Firstly, it reads awfully like sour grapes.
Secondly, there is a claim that the coverage was a great ‘scandal’ but with no comparisons to back it up. Did the other channels take a similar or different approach? How does the timing and presentation of the vote figures compare with previous elections? Was the BBC’s coverage this year totally different or, in fact, in line with coverage in previous years? Did you also contact John Curtice or anyone involved in the exit poll or BBC coverage to discuss this and find out why it was done in this way?
Poor, under-researched and bitter.
This is similar to a football analysis that although the team lost 10-1, they in fact had 60% of the possession, and the centre back put in an unusual number of tackles. So what, that’s not how the game is won.

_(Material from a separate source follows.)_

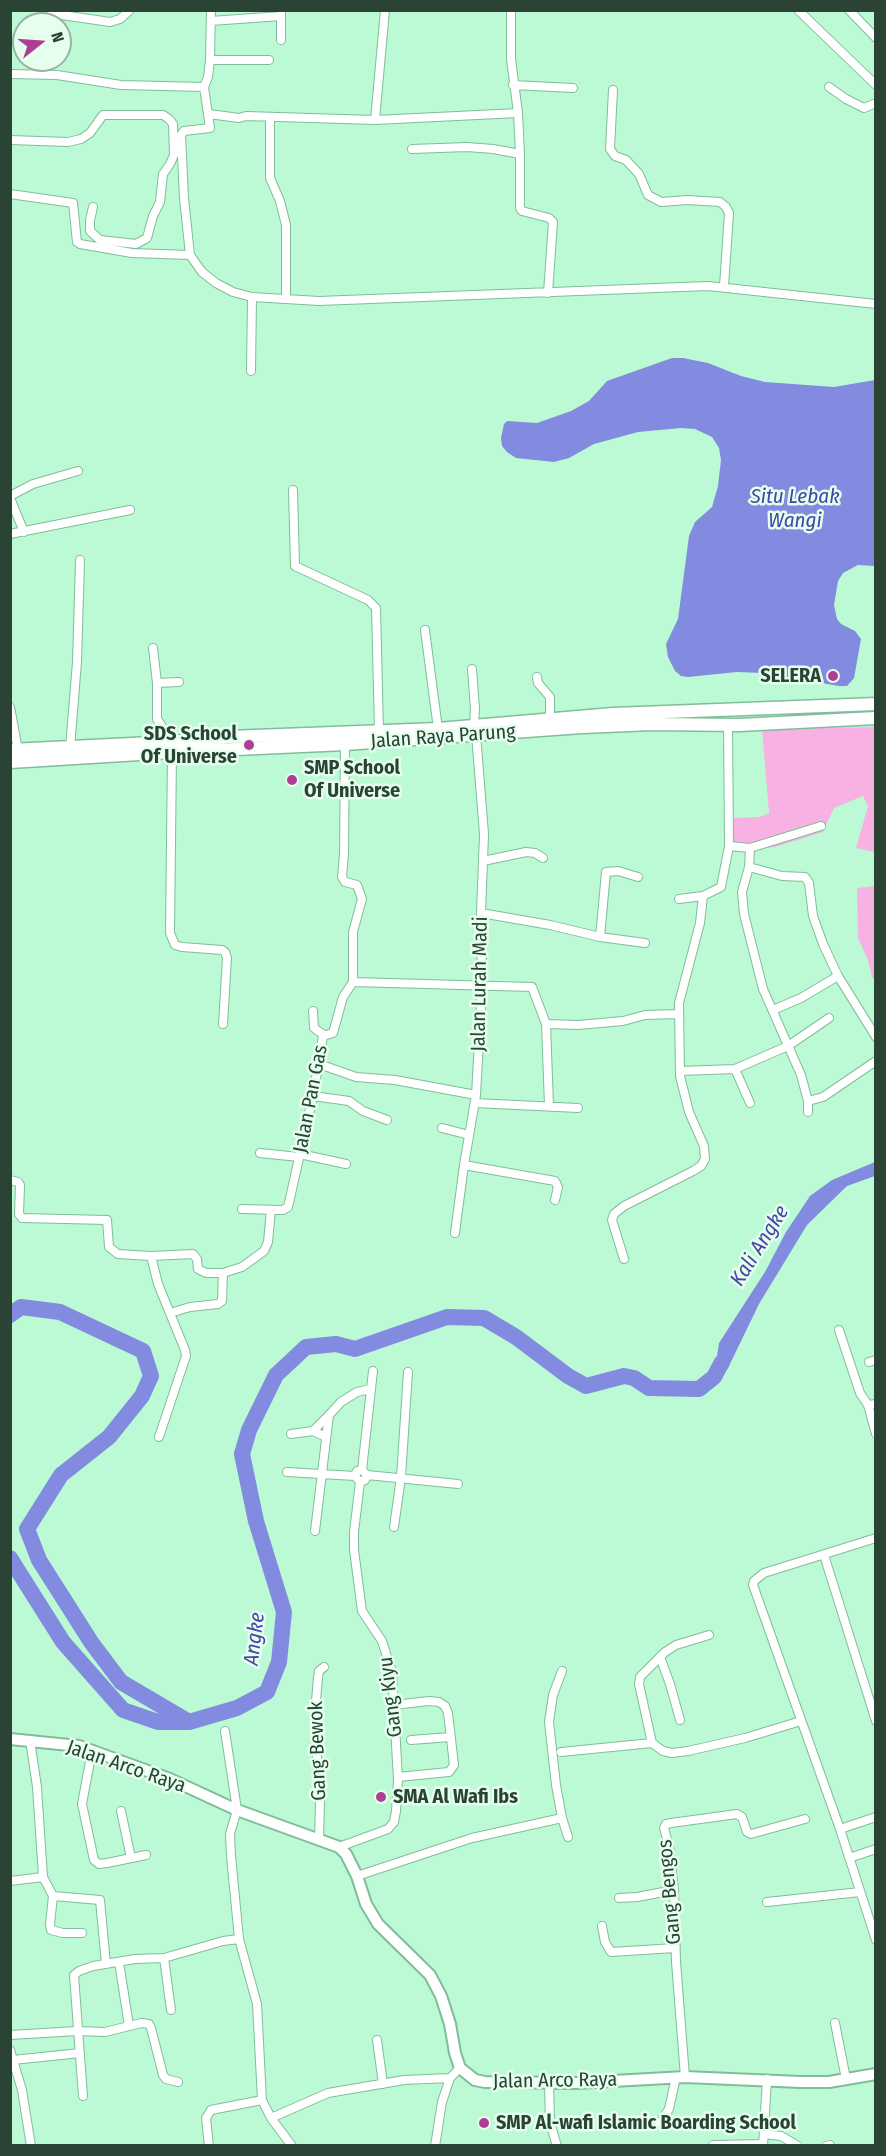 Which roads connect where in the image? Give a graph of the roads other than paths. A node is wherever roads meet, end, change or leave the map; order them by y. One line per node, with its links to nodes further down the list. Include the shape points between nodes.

An alternative football analogy: the FA decides football matches should be played in 4 quarters and the team that wins the most quarters wins the game. 1-0, 1-0, 0-10, 0-0 and the home team wins, sounds sensible.
‘However, we won the argument’…
Sure, agree, but focusing on the ‘winners of the game’ is only one possibly way to frame the story. It addresses the outcome for power (goals/MPs) but not the meaning of the contest and why the outcome happened. If you want to understand the reasons for party choices, you need to ask the voters. . Like football, you wouldn’t want to just know the result, presumably, without also watching the game,
Guys you lost, get over it.
This seems desperately thin. Of course the BBC (and the other broadcasters, by the way) focused on the exit poll and seat count, because this is how the election was decided. If the aim had been to maximise vote share, the parties would presumably have campaigned differently and the result may well have been different too. But it wasn’t.

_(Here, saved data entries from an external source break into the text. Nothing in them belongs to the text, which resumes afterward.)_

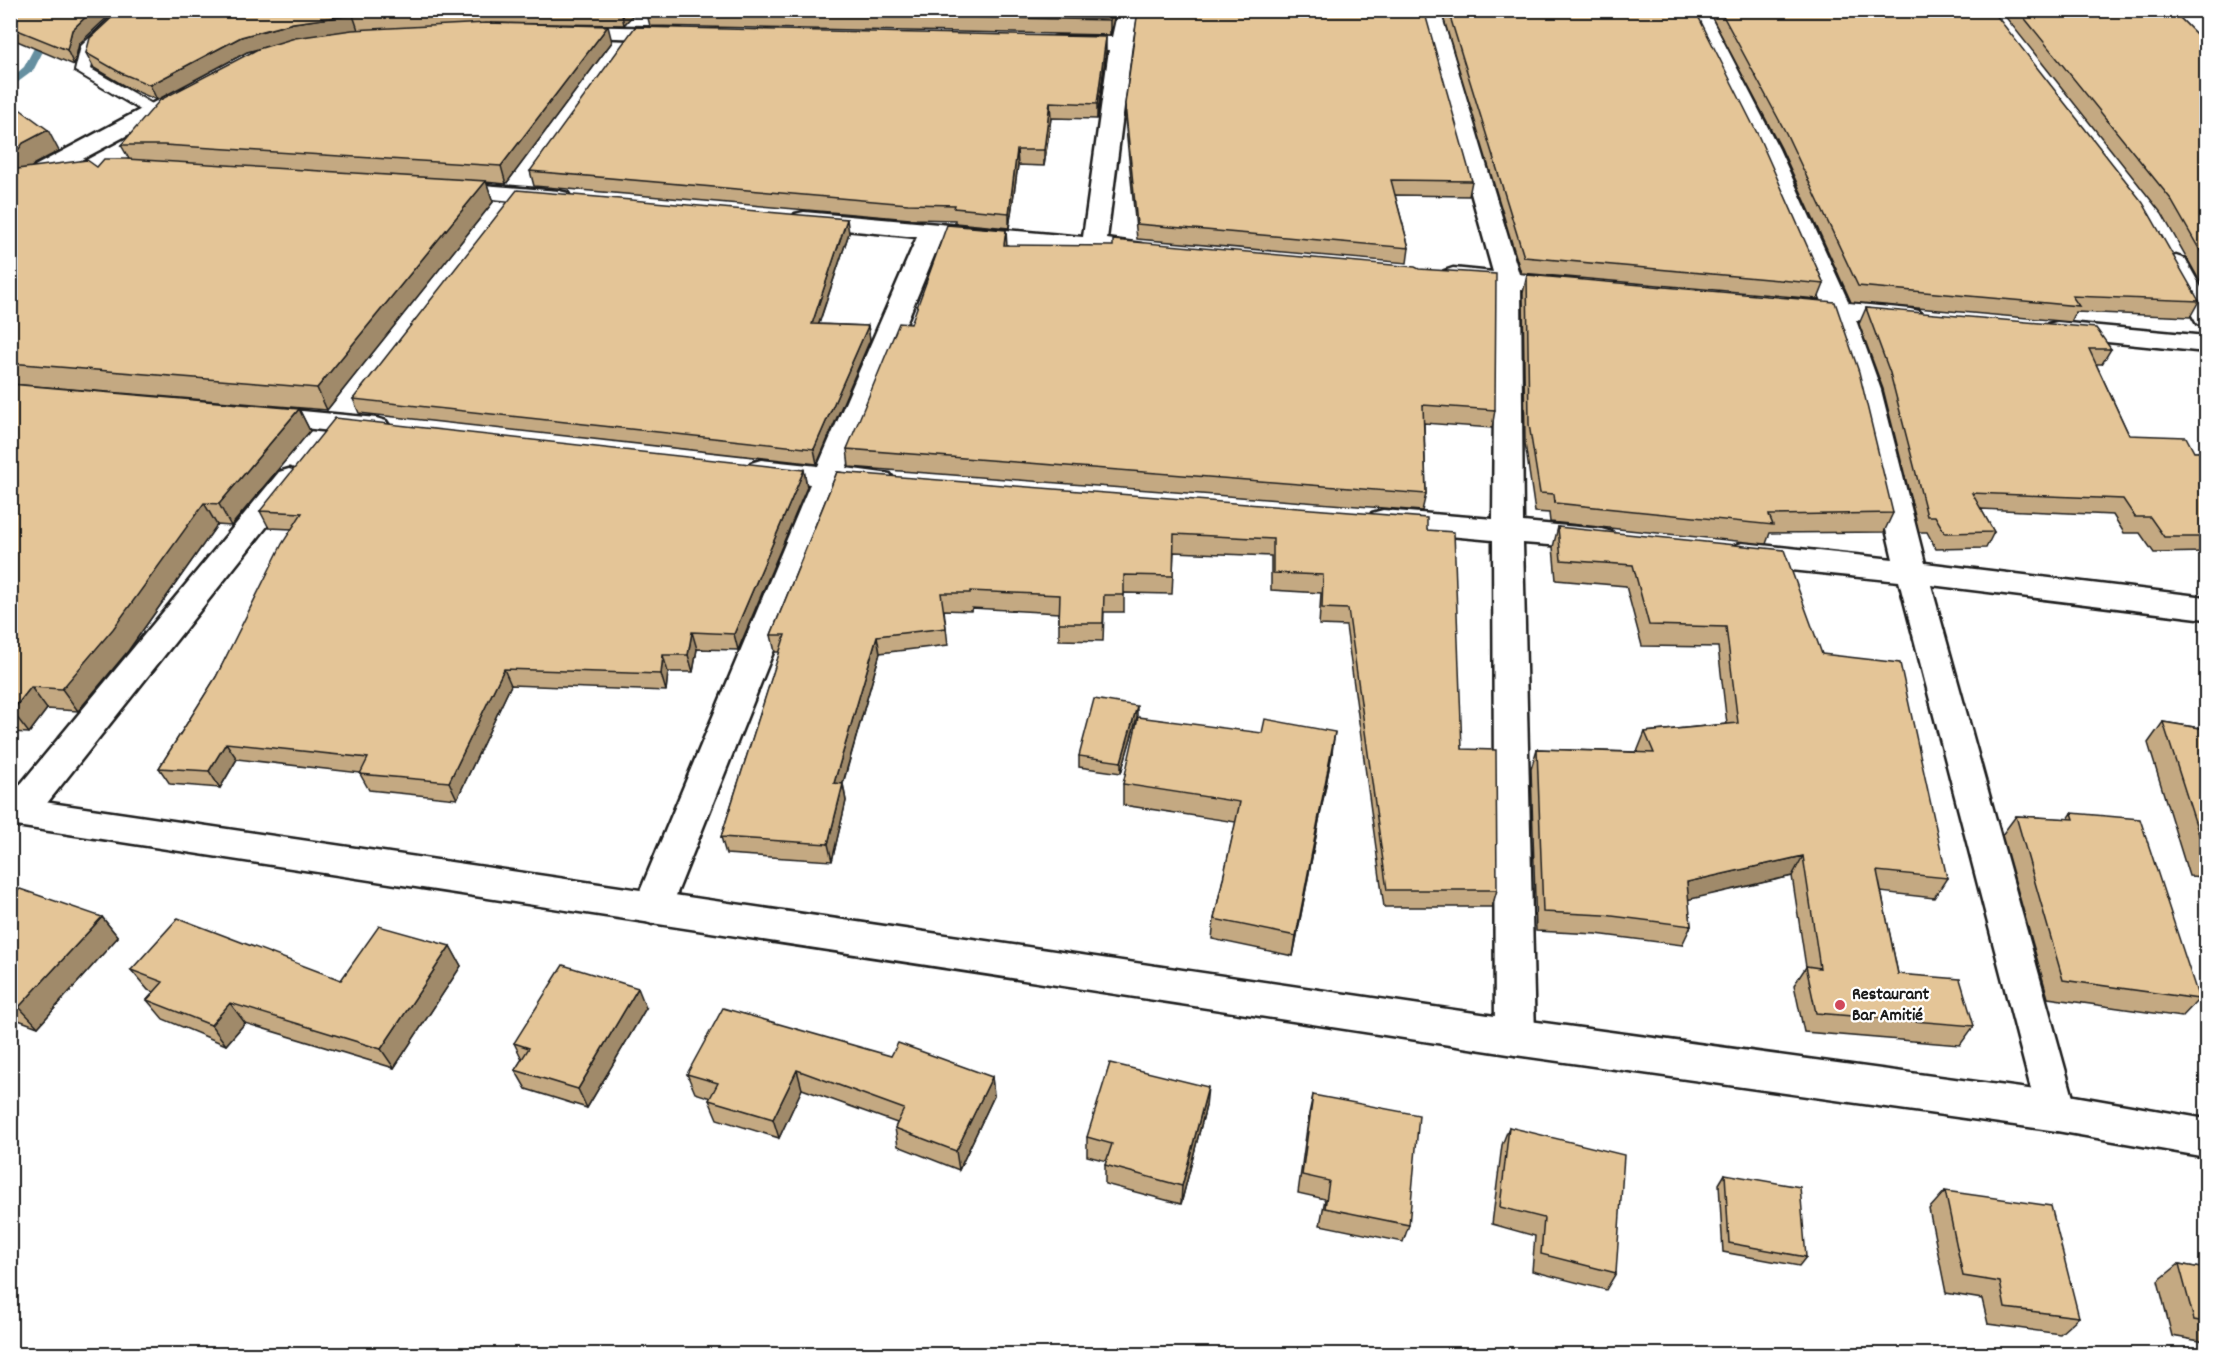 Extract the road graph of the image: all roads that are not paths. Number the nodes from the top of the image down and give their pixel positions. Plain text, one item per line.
1 (127, 10) edge
2 (1128, 10) edge
3 (1430, 10) edge
4 (1696, 10) edge
5 (640, 22) edge
6 (538, 32) edge
7 (692, 34) edge
8 (1038, 42) edge
9 (1121, 44) junction
10 (612, 61) edge
11 (205, 84) edge
12 (155, 112) junction
13 (535, 165) edge
14 (84, 174) edge
15 (19, 181) edge
16 (420, 188) edge
17 (514, 194) junction
18 (586, 200) edge
19 (777, 217) edge
20 (493, 221) edge
21 (932, 231) junction
22 (1094, 246) junction
23 (2166, 246) edge
24 (1153, 251) edge
25 (1425, 273) edge
26 (1508, 280) junction
27 (1591, 288) edge
28 (1768, 304) edge
29 (1839, 310) junction
30 (2206, 318) edge
31 (1934, 319) edge
32 (2029, 327) edge
33 (2206, 344) edge
34 (357, 395) edge
35 (231, 413) edge
36 (335, 423) junction
37 (406, 430) edge
38 (734, 467) edge
39 (828, 477) junction
40 (912, 484) edge
41 (1353, 518) edge
42 (1508, 530) junction
43 (1627, 542) edge
44 (1710, 551) edge
45 (1912, 572) junction
46 (2206, 608) edge
47 (15, 812) edge
48 (652, 908) junction
49 (1515, 1037) junction
50 (2057, 1112) junction
51 (2206, 1138) edge

1 - 12 lane
2 - 9 street
3 - 26 street
4 - 29 street
5 - 6 street
5 - 7 street
5 - 10 street
8 - 9 street
9 - 22 street
11 - 12 street
12 - 15 street
13 - 17 street
14 - 15 street
16 - 17 street
17 - 18 street
17 - 20 street
19 - 21 street
21 - 22 street
21 - 39 street
22 - 24 street
23 - 30 street
25 - 26 street
26 - 27 street
26 - 42 street
28 - 29 street
29 - 31 street
29 - 45 street
32 - 33 street
34 - 36 street
35 - 36 street
36 - 37 street
36 - 47 street
38 - 39 street
39 - 40 street
39 - 48 street
41 - 42 street
42 - 43 street
42 - 49 street
44 - 45 street
45 - 46 street
45 - 50 street
47 - 48 street
48 - 49 street
49 - 50 street
50 - 51 street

Put it this way, do you think football fans are more interested in goals scored, or some combo of possession and shots on target?
Whilst accepting the underlying argument here I would also point that the situation in Wales is capable of a similar analysis.
The conservative / labour situation is a shade closer, 36% vs 41%, yet Plaid with 10% of the vote get 4 MPs.
I am not aware that the significant Conservative minority vote in Wales, which has existed over some time, has been the subject of notable debate over the last decade.
I fully recognise the somewhat perverting consequences of FPTP elections (although perhaps the last parliament did little to advance the case of PR) and that there should be an attempt to inform with the widest possible array of numerical data.
I don’t particularly see a reason to call this a scandal however. Failure to differentiate (pun intended) the electoral percentage and the first order change in that percentage, or to use those figures with loose intent to substantiate a narrative, is part of the normal dialogue we experience in our media culture.
Until there is a desire within society to be numerically informed across a wider range of parameters, to understand state, first and second order change in data, is this not simply an argument that you prefer one metric over another ? Unless the production controllers in whatever media we choose are required to have a numerical qualification of some consequence would you anticipate progress in this area ? Not impossible I agree, but indicative of direction if the answer is no.
I would also add that I accept in your comments on Scotland you do raise issues akin to those in Wales, so I am not suggesting a specious blindness in the article.
As Wales has 40 seats, 4 seats for a 10% vote share seems fine.
Indeed.
So despite FPTP being regularly and appropriately subject to attack for its disproportionate outcome, here you have highlighted that it can produce a numerically proportionate result; I have no problem in taking some pleasure from that unusual situation, where a party has a lower percentage of the vote.
My comment was not about the Welsh result being perverse, but that the authors had selected the late appearance of one set of figures and suggested this was a scandal. I’m suggesting that anyone, at anytime, could pick any figure and claim that the decision not to discuss that metric was a scandal.
That the BBC produced this figure late in the process is very likely true. That in consequence we have a scandal did not seem to be a consequential conclusion.